• _Try it_: Retype the records word for word. Skip every image.

Extracted records
::::::

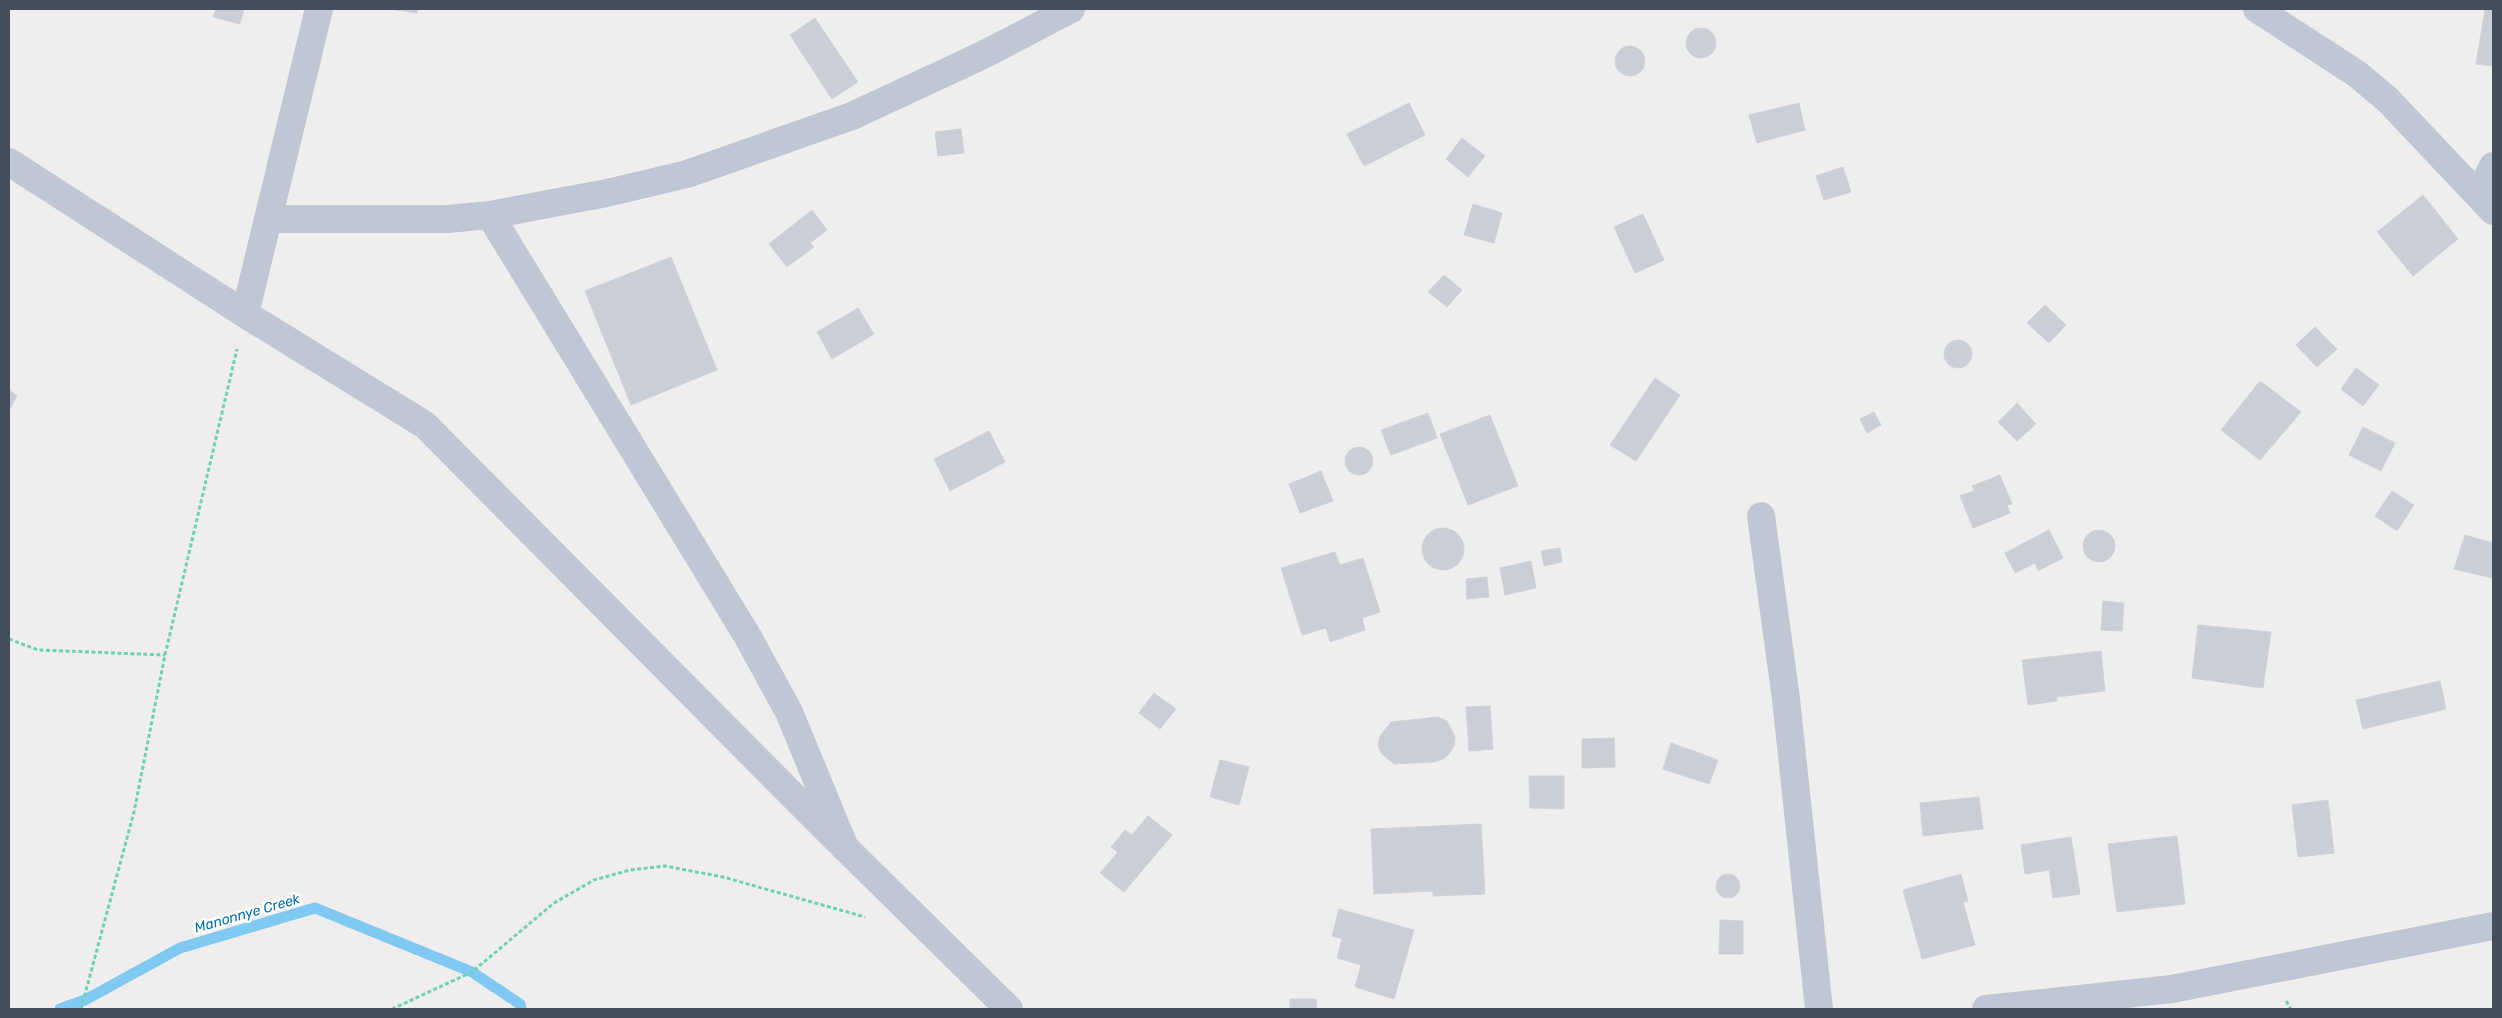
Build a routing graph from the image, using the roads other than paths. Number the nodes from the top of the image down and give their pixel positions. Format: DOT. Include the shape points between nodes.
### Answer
graph roads {
  1 [pos="319,9"];
  2 [pos="1072,9"];
  3 [pos="2257,9"];
  4 [pos="9,162"];
  5 [pos="2493,166"];
  6 [pos="2486,203"];
  7 [pos="490,215"];
  8 [pos="268,219"];
  9 [pos="245,314"];
  10 [pos="1761,516"];
  11 [pos="845,848"];
  12 [pos="2493,926"];
  13 [pos="1009,1009"];
  14 [pos="1820,1009"];
  15 [pos="1986,1009"];
  1 -- 8 [label="street"];
  2 -- 7 [label="street" via="985,54 843,120 686,174"];
  3 -- 6 [label="street" via="2357,74 2388,100"];
  4 -- 9 [label="street"];
  5 -- 6 [label="street"];
  7 -- 8 [label="street" via="448,219"];
  7 -- 11 [label="street" via="748,637 789,712"];
  8 -- 9 [label="street"];
  9 -- 11 [label="street" via="425,425"];
  10 -- 14 [label="street" via="1786,699"];
  11 -- 13 [label="street"];
  12 -- 15 [label="street" via="2172,989"];
}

::::::

• _Response_:
Build a routing graph from the image, using the roads other than paths. Number the nodes from the top of the image down and give their pixel positions. Format: DOT. Include the shape points between nodes.
### Answer
graph roads {
  1 [pos="319,9"];
  2 [pos="1072,9"];
  3 [pos="2257,9"];
  4 [pos="9,162"];
  5 [pos="2493,166"];
  6 [pos="2486,203"];
  7 [pos="490,215"];
  8 [pos="268,219"];
  9 [pos="245,314"];
  10 [pos="1761,516"];
  11 [pos="845,848"];
  12 [pos="2493,926"];
  13 [pos="1009,1009"];
  14 [pos="1820,1009"];
  15 [pos="1986,1009"];
  1 -- 8 [label="street"];
  2 -- 7 [label="street" via="985,54 843,120 686,174"];
  3 -- 6 [label="street" via="2357,74 2388,100"];
  4 -- 9 [label="street"];
  5 -- 6 [label="street"];
  7 -- 8 [label="street" via="448,219"];
  7 -- 11 [label="street" via="748,637 789,712"];
  8 -- 9 [label="street"];
  9 -- 11 [label="street" via="425,425"];
  10 -- 14 [label="street" via="1786,699"];
  11 -- 13 [label="street"];
  12 -- 15 [label="street" via="2172,989"];
}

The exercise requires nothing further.